But we're told that to be a conservative today is to be a liberal, that the conservatives are the real liberals, and the liberals have become leftists.
And the leftists are like the socialists and the radicals and the Marxists, but not the classical liberals, except for some.
And it's very, very confusing.
But I know that I am not a liberal. I know it down in my gut.
I know that I am a conservative, but what does it mean to be a conservative? Well, my friend
Yoram Hazzoni will help us to discover that because he's got a wonderful new book out.
Conservatism, a rediscovery. Yoram, thank you for coming on the show.
You're very welcome, and you should know that there was not one minute during my entire life
where I thought I was a liberal.
I'm envious of you, that you knew that, because especially these days and especially in this
country. I fear that the liberals have gone completely radical and half the conservatives are liberals.
And we can't even articulate what it means to be a conservative. Is to be a conservative to be a great
defender of liberty, whatever that means, is to be a conservative to be like those 17th and 18th century
people who called themselves liberals? Or is to be a conservative something different?
There is. There's a third option. A conservative is something. A conservative is something.
somebody who sees religious and political tradition as the key to maintaining a nation through
time and building up its strength.
So you can tell you're talking to a conservative because they're always trying to focus on
is my nation or is a certain nation, is it becoming cohesive?
Is it becoming stronger?
Is it becoming something that's more capable of propagating through time, handing on its traditions
to its children, or is it becoming less so?
And that's a very, very different way of thinking about politics than liberals.
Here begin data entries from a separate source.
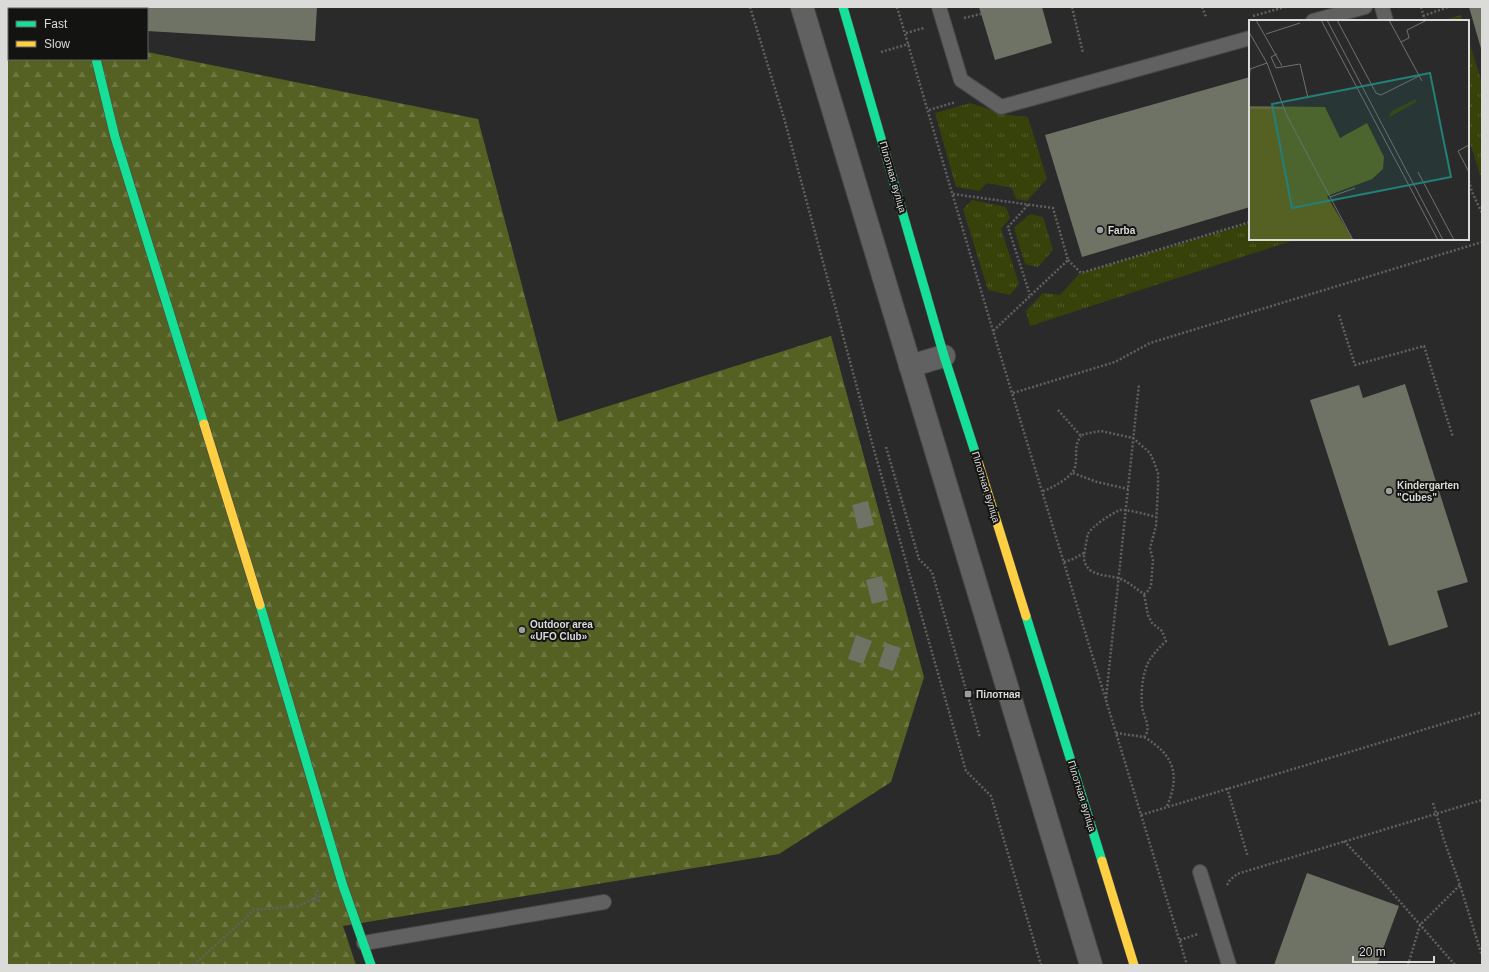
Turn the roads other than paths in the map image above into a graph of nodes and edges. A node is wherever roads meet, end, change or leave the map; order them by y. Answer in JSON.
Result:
{"nodes":[{"id":1,"x":802,"y":7,"type":"edge"},
{"id":2,"x":843,"y":7,"type":"edge"},
{"id":3,"x":939,"y":7,"type":"edge"},
{"id":4,"x":1365,"y":7,"type":"edge"},
{"id":5,"x":1382,"y":7,"type":"edge"},
{"id":6,"x":1317,"y":20,"type":"edge"},
{"id":7,"x":1386,"y":20,"type":"edge"},
{"id":8,"x":1249,"y":38,"type":"edge"},
{"id":9,"x":96,"y":60,"type":"edge"},
{"id":10,"x":944,"y":356,"type":"junction"},
{"id":11,"x":910,"y":366,"type":"junction"},
{"id":12,"x":1200,"y":872,"type":"dead end"},
{"id":13,"x":604,"y":902,"type":"dead end"},
{"id":14,"x":364,"y":943,"type":"junction"},
{"id":15,"x":371,"y":965,"type":"edge"},
{"id":16,"x":1091,"y":965,"type":"edge"},
{"id":17,"x":1134,"y":965,"type":"edge"},
{"id":18,"x":1229,"y":965,"type":"edge"}],
"edges":[{"from":1,"to":11,"type":"street"},
{"from":2,"to":10,"type":"street","name":"Пілотная вуліца"},
{"from":3,"to":8,"type":"lane"},
{"from":4,"to":6,"type":"lane"},
{"from":5,"to":7,"type":"lane"},
{"from":9,"to":14,"type":"street"},
{"from":10,"to":11,"type":"street"},
{"from":10,"to":17,"type":"street","name":"Пілотная вуліца"},
{"from":11,"to":16,"type":"street"},
{"from":12,"to":18,"type":"lane"},
{"from":13,"to":14,"type":"lane"},
{"from":14,"to":15,"type":"street"}]}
Liberals, you know, we all know lots of liberals.
Liberalism basically begins with the idea that human beings are by nature free and equal.
And then goes on to say, well, you know, what's the purpose of government?
It must be to defend the freedom and equality that it belongs to individuals by nature.
I mean, we've all heard a million variations of that.
And the question is, what's the relationship between somebody who thinks, who begins with the individual
and says the individual has all of these liberties by nature and the point of politics is to protect them?
And a conservative who says, well, hold on a second.
If political society doesn't think about anything
other than the freedom and equality of individuals,
then what's gonna happen to trying to actually propagate
this thing over generations and centuries?
The conservative immediately moves to thinking,
you know, aren't there some kinds of restraints
that we need?
Aren't there some kinds of things that we need to be handing down,
things we need to do in order to be able to transmit good
and important and true things to future generations.
And the moment you ask that, you're in a different conversation.
This is a totally different way of viewing things
because the classical liberal and the modern liberal,
they're both beginning their look at politics
from the lens of rights.
What are my natural rights?
What are my positive rights?
What are all the rights that I'm entitled to?
What you're saying is the conservative looks at politics
and says, hey, what are my circumstances?
What's my family?
What are my natural loyalties and relationships?
What are my obligations that I have? I'm born into this world not as a free-floating atom that has all sorts of abstract rights. I'm born into this world as a little baby to a mommy and a daddy and maybe I've got some siblings and maybe I'm in a church and I've got some responsibilities there and I've got some responsibilities to my nation. It's
it's as though we're not even having the same conversation that the liberals are. Yeah, I think it's a very different conversation
But at this point, I mean, if we take a look at America, Britain, various other countries,
which have been operating under the assumption, let's say at least since World War II,
there's been this assumption that these are liberal democracies.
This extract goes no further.